* _MATERIAL TO PROCESS_
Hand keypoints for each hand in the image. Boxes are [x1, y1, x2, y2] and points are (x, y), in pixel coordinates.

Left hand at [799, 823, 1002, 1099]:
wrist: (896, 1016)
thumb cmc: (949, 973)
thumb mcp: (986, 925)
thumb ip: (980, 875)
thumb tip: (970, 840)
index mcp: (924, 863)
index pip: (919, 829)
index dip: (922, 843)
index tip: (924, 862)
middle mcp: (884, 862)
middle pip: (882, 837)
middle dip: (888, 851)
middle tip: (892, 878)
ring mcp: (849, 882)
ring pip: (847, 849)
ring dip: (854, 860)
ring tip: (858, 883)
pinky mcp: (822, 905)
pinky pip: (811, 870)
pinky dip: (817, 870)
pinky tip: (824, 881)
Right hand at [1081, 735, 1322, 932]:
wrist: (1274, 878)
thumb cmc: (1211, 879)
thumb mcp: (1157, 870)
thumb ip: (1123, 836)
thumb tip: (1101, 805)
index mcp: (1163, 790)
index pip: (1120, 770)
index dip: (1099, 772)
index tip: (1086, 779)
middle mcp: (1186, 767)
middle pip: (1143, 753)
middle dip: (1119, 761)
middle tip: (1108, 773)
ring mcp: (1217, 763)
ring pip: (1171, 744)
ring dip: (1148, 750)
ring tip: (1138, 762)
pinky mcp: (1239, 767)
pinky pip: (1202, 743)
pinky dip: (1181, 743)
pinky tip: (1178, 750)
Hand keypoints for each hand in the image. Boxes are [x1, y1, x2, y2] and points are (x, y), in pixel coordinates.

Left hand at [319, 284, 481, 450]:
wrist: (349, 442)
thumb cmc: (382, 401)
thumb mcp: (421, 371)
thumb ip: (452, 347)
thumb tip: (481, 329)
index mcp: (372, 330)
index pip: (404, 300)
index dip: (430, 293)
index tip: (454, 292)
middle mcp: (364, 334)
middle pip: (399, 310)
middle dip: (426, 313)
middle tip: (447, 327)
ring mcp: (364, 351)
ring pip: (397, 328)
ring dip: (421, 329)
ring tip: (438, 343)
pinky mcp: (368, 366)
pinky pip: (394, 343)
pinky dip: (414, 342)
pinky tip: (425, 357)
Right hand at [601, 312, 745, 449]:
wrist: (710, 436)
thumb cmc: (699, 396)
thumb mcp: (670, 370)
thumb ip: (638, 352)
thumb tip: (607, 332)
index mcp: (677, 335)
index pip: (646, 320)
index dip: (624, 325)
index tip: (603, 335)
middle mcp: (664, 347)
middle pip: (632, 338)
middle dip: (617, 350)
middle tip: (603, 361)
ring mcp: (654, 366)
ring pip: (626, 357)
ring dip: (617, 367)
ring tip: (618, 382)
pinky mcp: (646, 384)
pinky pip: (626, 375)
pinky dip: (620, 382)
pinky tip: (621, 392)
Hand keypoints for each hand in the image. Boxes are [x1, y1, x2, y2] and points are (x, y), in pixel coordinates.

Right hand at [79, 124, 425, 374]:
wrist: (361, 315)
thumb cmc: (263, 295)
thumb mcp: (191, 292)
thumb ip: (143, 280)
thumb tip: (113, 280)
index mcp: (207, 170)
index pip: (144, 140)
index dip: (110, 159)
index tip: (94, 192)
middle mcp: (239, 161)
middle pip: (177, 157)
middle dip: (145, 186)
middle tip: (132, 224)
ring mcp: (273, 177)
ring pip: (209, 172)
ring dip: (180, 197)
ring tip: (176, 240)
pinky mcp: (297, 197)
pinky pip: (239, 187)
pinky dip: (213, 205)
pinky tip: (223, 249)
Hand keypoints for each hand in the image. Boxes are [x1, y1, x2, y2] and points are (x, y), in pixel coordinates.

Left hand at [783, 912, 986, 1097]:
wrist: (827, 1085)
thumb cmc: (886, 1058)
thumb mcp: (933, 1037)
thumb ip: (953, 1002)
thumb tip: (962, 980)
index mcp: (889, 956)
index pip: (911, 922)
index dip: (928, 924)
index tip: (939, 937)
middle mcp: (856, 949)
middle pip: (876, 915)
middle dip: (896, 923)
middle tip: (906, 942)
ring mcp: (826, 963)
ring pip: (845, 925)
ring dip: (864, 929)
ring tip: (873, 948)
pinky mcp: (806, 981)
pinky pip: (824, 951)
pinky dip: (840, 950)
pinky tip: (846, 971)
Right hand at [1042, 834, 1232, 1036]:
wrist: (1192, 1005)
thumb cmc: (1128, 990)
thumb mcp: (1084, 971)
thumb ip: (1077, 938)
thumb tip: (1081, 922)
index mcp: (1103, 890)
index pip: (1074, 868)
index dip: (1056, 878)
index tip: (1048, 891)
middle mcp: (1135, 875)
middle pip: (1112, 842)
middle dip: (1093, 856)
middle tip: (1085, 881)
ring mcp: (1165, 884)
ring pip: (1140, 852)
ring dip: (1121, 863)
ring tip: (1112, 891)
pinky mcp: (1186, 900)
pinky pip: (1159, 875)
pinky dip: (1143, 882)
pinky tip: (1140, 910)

* _WORK REQUIRED_
Only the lines from the one containing "index mcp: (1103, 890)" to the end of the listing belong in the output, each reproduced exactly.

* _RESPONSE TO THIS EXERCISE_
index mcp: (1103, 890)
index pip: (1074, 868)
index dip: (1056, 878)
index tip: (1048, 891)
middle mcp: (1135, 875)
middle pip: (1112, 842)
middle dip: (1093, 856)
middle tip: (1085, 881)
ring mcp: (1165, 884)
ring pip: (1140, 852)
ring dip: (1121, 863)
ring tip: (1112, 891)
pinky mcp: (1186, 900)
pinky pip: (1159, 875)
pinky dip: (1143, 882)
pinky tip: (1140, 910)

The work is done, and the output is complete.